In 1904–05 Bournemouth architect G. A. B. Livesay built the eastern end of the church, establishing a Byzantine style in brick and terracotta which was followed sympathetically by the later architects. The chancel has a semi-domed apse and a semicircular ambulatory. It contains a ciborium built over the crypt, evoking the Basilica of San Clemente in Rome.
The church was completed by the Arts and Crafts architect Edward Schroeder Prior, in collaboration with Arthur Grove who seems to have concentrated on the finer detailing. It was Prior's last major work. Most was built during 1913–16, but the north aisle and transept were only completed in 1927.
Prior used multicoloured handmade bricks from Wareham, and his own patented thick handmade stained glass. He used reinforced concrete for the dome over the crossing and the barrel vaults of the aisles; flaws in the concrete necessitated some later rebuilding by other architects in 1922 and 1950. Below the dome, the column at each corner of the crossing has four terracotta angels, with outstretched wings, attached to its capital.

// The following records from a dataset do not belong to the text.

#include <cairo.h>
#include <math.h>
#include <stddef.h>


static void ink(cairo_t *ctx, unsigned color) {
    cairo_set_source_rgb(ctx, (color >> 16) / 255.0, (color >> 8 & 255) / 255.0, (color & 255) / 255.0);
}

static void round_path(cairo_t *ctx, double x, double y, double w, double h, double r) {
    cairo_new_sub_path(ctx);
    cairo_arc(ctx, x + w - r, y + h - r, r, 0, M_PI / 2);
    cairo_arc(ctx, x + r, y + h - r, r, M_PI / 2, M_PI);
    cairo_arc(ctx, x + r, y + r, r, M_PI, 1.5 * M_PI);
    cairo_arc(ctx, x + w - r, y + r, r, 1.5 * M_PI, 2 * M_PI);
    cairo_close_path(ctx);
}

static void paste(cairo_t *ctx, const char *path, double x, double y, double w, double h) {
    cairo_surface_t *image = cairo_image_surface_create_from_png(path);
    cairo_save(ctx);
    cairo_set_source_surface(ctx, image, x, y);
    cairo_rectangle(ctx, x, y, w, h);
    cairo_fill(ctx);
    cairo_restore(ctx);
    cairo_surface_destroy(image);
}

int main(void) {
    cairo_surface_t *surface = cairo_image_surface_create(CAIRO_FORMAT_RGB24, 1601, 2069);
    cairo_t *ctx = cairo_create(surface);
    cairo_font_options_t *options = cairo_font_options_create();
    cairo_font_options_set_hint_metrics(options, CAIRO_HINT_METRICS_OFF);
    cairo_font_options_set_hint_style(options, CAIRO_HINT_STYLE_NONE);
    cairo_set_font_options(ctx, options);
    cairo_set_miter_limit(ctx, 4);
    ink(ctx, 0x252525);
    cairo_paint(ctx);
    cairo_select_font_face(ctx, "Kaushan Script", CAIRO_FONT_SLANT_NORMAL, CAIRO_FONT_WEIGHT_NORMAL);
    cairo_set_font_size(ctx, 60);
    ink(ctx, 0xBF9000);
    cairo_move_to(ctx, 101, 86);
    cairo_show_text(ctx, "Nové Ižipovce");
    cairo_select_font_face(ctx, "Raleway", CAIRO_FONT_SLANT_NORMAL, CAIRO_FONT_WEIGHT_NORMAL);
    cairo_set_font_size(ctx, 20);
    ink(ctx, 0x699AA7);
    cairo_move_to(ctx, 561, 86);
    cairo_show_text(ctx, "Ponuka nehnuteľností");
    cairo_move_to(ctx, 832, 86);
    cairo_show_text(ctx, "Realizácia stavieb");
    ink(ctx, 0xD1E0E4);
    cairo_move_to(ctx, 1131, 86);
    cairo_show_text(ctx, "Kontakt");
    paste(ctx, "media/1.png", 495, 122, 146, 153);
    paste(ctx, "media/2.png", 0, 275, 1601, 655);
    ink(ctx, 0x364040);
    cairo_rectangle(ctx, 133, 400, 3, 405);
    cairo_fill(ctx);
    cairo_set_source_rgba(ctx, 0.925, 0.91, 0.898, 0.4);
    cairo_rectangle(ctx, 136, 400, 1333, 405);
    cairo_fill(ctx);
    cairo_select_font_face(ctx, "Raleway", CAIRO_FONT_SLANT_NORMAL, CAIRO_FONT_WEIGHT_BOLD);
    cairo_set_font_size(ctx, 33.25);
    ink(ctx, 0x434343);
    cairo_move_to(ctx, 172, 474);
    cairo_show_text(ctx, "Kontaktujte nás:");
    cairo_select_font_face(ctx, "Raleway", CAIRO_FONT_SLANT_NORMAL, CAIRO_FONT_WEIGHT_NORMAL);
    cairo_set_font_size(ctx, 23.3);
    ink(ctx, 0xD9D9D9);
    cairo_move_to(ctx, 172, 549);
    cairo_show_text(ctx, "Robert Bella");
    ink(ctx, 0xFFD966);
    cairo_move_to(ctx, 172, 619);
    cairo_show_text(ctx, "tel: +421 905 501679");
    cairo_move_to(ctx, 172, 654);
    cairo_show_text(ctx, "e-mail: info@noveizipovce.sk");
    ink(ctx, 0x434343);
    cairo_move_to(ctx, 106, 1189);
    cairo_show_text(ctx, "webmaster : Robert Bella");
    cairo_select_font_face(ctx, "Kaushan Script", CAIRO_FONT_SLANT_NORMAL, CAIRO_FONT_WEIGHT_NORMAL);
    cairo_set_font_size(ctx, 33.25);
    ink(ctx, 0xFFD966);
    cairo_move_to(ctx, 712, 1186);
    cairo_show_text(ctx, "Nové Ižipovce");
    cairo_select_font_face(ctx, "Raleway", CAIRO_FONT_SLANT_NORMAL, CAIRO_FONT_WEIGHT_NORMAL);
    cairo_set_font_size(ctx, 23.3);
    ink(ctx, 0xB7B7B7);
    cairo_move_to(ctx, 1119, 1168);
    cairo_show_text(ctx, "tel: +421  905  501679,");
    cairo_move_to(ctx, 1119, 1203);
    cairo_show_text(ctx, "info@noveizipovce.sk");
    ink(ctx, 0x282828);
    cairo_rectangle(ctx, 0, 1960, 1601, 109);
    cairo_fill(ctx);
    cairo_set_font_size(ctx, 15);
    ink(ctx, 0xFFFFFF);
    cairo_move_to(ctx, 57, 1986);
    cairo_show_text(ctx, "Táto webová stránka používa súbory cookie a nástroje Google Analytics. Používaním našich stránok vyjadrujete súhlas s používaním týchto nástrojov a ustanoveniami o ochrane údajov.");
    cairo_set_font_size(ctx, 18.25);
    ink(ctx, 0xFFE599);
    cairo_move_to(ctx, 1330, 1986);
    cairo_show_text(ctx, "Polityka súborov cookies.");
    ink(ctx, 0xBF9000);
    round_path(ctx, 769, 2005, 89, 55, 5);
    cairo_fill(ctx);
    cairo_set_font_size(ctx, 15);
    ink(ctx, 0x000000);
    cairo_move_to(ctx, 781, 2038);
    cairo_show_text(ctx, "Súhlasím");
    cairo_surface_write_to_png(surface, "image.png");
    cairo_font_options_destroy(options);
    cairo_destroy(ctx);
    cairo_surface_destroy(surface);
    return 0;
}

The imposing west front displays an eclectic mix of styles, and has been described as being prophetic of Expressionism. The central double door is surmounted by a shallow terracotta arch which extends between two flanking, polygonal turrets. Above, there is a balustrade and a 12-division terracotta wheel window containing geometrical patterns of stained glass. At the top there is an arcade surmounted by a gable, and Byzantine-style cupolas on the turrets. The church has more wheel windows, of 8 divisions, at the transept ends.
Further problems with the concrete vaulting prompted the Church of England's closure of the church in 2001.